== Material for this exercise ==

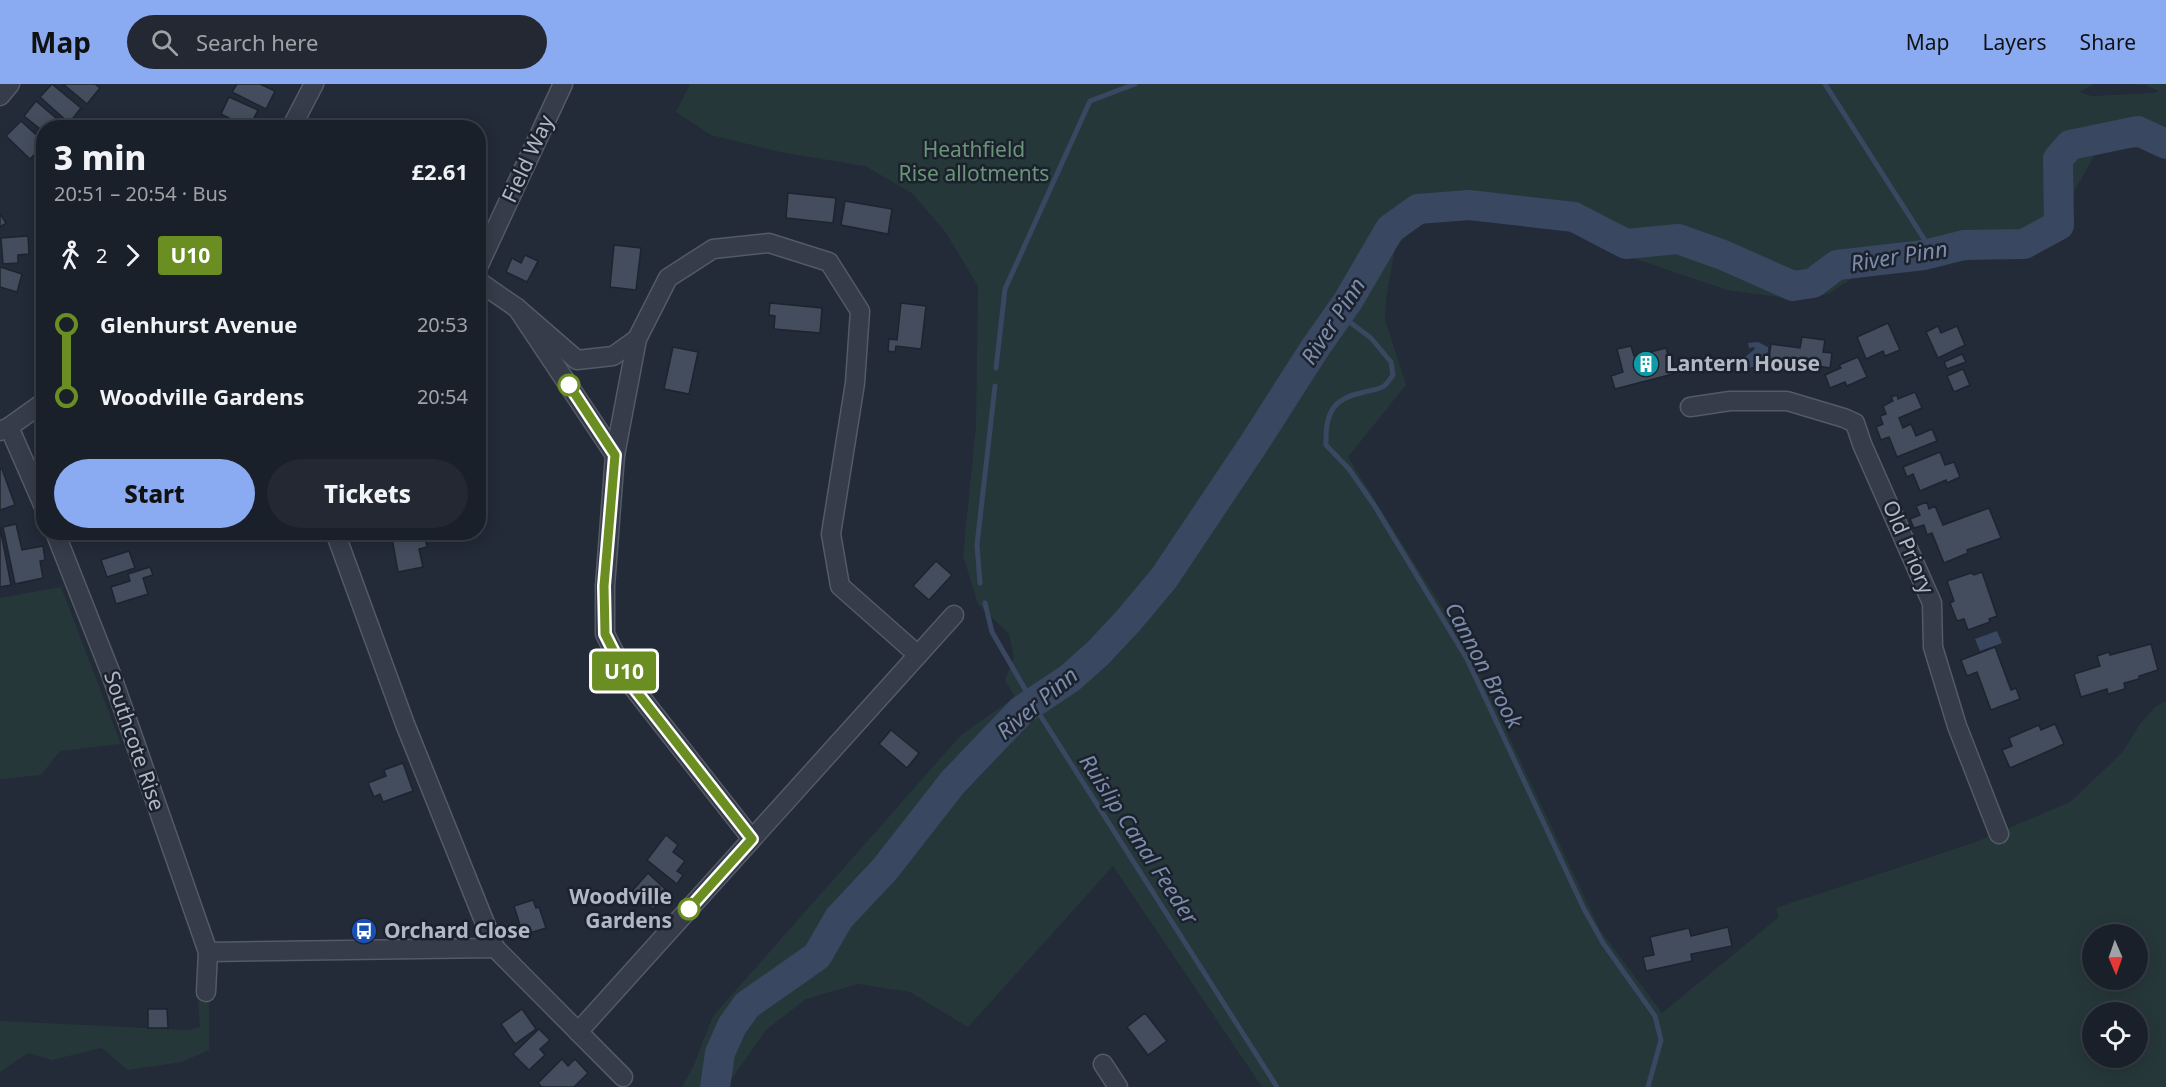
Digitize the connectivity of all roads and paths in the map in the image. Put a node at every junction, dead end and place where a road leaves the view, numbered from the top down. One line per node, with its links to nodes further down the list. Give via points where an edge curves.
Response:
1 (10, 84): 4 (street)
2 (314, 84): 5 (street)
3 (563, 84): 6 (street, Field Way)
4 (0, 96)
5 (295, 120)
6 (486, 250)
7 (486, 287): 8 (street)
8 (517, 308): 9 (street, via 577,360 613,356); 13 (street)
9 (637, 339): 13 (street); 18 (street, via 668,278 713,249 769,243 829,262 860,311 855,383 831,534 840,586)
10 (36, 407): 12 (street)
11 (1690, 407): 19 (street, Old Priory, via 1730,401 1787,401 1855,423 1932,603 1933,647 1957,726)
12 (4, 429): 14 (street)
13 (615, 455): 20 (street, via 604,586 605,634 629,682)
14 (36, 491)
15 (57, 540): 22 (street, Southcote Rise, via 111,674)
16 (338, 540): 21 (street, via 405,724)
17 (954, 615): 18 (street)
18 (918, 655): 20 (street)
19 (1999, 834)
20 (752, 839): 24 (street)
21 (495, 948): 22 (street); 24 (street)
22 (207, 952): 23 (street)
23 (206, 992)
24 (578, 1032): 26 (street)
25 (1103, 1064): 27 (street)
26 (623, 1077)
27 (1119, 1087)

===

# [About this exercise]
The entries above are to be printed again word for word, with every picture removed.

# [Result of the exercise]
Digitize the connectivity of all roads and paths in the map in the image. Put a node at every junction, dead end and place where a road leaves the view, numbered from the top down. One line per node, with its links to nodes further down the list. Give via points where an edge curves.
Response:
1 (10, 84): 4 (street)
2 (314, 84): 5 (street)
3 (563, 84): 6 (street, Field Way)
4 (0, 96)
5 (295, 120)
6 (486, 250)
7 (486, 287): 8 (street)
8 (517, 308): 9 (street, via 577,360 613,356); 13 (street)
9 (637, 339): 13 (street); 18 (street, via 668,278 713,249 769,243 829,262 860,311 855,383 831,534 840,586)
10 (36, 407): 12 (street)
11 (1690, 407): 19 (street, Old Priory, via 1730,401 1787,401 1855,423 1932,603 1933,647 1957,726)
12 (4, 429): 14 (street)
13 (615, 455): 20 (street, via 604,586 605,634 629,682)
14 (36, 491)
15 (57, 540): 22 (street, Southcote Rise, via 111,674)
16 (338, 540): 21 (street, via 405,724)
17 (954, 615): 18 (street)
18 (918, 655): 20 (street)
19 (1999, 834)
20 (752, 839): 24 (street)
21 (495, 948): 22 (street); 24 (street)
22 (207, 952): 23 (street)
23 (206, 992)
24 (578, 1032): 26 (street)
25 (1103, 1064): 27 (street)
26 (623, 1077)
27 (1119, 1087)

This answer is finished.